Lappas on Pritchard, 'In Search of Empire: The French in the Americas, 1670-1730'

James Pritchard
Thomas J. Lappas

James Pritchard. In Search of Empire: The French in the Americas, 1670-1730. Cambridge: Cambridge University Press, 2004. 484 S. $75.00 (cloth), ISBN 978-0-521-82742-3.

Reviewed by Thomas J. Lappas (Nazareth College of Rochester)
Published on H-French-Colonial (April, 2009)
Commissioned by Jyoti Mohan

A Needed Synthesis, with an Edge

Most broad synthetic works attempt to unite disparate strains of scholarship in some broad field, in this case, the French involvement in the Americas.  Usually, the reader comes away from the synthesis with a clear sense of the common bonds that tie together the heretofore scattered subjects.  In a twist on the typical pattern, James Pritchard’s In Search of Empire unifies our understanding of the French colonies by emphasizing that their common characteristic was a link to perpetually ineffective French imperial policies in Europe.  The many communities in the French Caribbean and New France all shared the reality of being on their own economically, socially, and even, at times, militarily.  The latter arena--warfare--often appeared to bring the colonies together in that they were all involved in some conflict that spilled over from Europe.  Yet, even in this realm, Francophones in the Americas were often left to their own defenses.

The book is organized into two distinct parts.  The first, “Colonies Formed,” describes the different groups of people who lived in the French colonial world.  Pritchard consciously discusses the African and Amerindian populations, provides clear definitions of the different social classes that made up white society in the colonies, and examines their interactions with each other, as well as their social institutions and economic lives.  It is appropriate that the chapter on “government and politics,” comes last in part 1.  Pritchard largely argues that during this era the French government developed a façade of a colonial administration in France that looked absolutist, single-minded, and potentially effective.  In reality, the unique features of each colony made administration from a central authority impossible.  One of the many gifts in this work is his constant reminder to the colonial historian: simply because Jean-Baptise Colbert or Louis XIV voiced a vision about the colonies does not mean that that unified vision ever came close to fruition.

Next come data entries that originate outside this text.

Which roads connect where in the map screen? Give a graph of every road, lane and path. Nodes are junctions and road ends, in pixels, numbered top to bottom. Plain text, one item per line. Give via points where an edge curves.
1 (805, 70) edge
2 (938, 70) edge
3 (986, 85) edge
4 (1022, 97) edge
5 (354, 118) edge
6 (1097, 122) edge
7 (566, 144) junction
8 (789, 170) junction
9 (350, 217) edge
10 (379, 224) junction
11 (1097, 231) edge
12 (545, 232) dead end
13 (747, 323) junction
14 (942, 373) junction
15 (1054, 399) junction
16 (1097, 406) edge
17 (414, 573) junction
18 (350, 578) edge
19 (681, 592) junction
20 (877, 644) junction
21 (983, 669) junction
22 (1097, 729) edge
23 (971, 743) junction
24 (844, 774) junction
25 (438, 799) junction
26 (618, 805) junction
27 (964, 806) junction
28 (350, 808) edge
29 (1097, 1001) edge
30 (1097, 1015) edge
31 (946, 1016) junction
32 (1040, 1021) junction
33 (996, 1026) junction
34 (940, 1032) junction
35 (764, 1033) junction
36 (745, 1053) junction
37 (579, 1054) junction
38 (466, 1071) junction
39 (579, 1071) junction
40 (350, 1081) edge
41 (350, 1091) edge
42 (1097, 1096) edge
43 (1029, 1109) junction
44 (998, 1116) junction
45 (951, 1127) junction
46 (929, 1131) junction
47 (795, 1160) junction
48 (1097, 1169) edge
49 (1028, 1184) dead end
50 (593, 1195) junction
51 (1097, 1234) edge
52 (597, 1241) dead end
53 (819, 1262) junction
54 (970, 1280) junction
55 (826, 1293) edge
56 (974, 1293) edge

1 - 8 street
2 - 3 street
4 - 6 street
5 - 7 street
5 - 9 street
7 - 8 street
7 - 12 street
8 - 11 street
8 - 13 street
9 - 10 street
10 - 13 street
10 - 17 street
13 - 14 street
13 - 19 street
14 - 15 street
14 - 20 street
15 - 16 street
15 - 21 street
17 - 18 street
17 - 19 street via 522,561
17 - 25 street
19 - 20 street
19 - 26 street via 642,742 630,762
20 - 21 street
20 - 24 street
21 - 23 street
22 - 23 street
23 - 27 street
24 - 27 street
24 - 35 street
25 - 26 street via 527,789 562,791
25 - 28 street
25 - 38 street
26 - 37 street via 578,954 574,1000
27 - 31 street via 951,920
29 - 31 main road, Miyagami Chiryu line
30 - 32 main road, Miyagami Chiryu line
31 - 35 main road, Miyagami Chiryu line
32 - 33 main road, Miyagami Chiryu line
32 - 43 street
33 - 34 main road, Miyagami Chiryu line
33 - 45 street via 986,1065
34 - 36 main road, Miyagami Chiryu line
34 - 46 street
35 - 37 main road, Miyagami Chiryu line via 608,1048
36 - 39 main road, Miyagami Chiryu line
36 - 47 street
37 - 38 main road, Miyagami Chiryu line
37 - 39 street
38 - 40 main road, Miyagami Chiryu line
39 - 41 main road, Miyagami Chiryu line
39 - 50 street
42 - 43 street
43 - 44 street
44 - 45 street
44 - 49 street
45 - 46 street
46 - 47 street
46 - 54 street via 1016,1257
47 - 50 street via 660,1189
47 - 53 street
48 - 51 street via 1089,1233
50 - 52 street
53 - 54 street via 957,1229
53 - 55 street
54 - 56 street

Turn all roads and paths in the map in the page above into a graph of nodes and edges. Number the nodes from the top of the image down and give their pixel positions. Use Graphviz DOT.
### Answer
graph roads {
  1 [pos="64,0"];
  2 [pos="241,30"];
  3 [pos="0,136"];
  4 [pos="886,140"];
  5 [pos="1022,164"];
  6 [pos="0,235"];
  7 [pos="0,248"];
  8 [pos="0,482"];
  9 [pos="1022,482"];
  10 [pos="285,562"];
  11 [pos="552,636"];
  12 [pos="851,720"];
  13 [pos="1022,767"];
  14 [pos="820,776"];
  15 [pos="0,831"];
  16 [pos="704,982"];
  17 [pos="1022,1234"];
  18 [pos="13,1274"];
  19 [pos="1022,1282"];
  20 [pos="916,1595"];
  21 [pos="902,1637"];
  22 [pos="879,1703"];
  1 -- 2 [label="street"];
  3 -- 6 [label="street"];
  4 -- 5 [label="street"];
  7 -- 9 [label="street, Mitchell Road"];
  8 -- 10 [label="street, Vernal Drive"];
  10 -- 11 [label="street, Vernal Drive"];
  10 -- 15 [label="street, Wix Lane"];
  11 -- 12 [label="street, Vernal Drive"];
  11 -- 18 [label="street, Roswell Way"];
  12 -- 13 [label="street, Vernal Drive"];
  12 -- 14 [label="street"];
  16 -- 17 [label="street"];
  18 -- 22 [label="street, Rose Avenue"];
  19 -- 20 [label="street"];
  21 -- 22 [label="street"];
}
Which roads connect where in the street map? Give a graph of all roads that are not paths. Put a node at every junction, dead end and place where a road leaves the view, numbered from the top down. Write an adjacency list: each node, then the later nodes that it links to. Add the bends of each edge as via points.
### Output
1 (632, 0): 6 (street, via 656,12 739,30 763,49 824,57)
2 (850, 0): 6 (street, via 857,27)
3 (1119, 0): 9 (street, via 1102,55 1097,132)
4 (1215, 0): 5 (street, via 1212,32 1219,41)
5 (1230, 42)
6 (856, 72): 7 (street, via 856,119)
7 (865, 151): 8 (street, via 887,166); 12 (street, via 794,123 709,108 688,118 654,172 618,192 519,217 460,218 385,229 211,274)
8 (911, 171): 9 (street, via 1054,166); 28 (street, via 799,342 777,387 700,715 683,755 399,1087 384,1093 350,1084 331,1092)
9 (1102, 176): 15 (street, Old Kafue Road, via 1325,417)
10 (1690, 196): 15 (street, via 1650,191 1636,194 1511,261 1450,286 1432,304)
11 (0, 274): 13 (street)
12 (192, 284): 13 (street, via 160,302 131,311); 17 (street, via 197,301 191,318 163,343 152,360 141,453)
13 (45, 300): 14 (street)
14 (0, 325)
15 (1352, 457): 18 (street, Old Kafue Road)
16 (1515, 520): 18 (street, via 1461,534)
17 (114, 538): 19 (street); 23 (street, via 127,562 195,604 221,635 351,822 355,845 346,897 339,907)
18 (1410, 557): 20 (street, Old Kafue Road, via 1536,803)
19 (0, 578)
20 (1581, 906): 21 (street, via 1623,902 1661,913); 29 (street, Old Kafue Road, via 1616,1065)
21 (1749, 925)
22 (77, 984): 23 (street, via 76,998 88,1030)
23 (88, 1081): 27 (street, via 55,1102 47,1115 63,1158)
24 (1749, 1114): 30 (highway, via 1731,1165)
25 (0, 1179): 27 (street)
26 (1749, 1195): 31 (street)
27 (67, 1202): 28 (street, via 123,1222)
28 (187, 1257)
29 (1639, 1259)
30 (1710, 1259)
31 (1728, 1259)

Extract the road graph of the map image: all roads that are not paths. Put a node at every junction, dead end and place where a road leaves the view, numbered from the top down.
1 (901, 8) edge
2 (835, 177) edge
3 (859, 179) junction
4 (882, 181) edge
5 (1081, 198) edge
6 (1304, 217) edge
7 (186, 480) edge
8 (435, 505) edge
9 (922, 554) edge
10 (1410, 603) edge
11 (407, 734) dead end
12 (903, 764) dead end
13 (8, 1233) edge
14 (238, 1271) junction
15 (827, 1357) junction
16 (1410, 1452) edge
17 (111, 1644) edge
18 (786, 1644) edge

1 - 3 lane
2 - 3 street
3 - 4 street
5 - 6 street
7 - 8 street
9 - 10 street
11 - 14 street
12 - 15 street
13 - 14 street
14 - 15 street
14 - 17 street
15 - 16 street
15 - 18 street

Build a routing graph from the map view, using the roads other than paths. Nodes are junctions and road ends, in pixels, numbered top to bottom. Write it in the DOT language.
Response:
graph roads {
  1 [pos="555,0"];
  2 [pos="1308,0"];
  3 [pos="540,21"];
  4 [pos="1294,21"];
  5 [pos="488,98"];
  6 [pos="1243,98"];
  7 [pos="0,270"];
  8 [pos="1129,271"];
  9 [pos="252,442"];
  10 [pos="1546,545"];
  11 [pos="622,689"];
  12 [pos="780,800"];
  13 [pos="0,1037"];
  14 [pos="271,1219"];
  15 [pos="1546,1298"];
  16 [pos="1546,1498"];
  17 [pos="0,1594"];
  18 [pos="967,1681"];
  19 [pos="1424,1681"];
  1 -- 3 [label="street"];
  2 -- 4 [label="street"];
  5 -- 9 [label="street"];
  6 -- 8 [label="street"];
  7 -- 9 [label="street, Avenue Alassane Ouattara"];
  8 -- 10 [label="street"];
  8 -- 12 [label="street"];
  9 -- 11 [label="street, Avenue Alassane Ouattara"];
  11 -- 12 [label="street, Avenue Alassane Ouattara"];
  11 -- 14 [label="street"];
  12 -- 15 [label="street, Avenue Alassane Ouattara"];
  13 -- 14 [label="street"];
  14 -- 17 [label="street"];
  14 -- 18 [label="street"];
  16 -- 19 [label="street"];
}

The second part, “Colonies Defended,” discusses the major colonial military engagements between 1670 and 1730: the Franco-Dutch War (1672-78), the Nine Years’ War (1688-97), and the War of Spanish Succession (1702-13).  In this portion of his work, Pritchard provides a detailed summary of major theaters in each conflict, characteristically emphasizing the local events that led to French victory or defeat.  His overall conclusion is that by the end of this series of events, in the Treaty of Utrecht (1713), France gave up many individual colonies that might have been seen as material liabilities: Hudson Bay, Acadia, and Newfoundland.  However, in losing this territory and making some other concessions to Great Britain, France lost the battle for “la gloire,” which lay behind so much of the motivation for creating an overseas empire in the first place.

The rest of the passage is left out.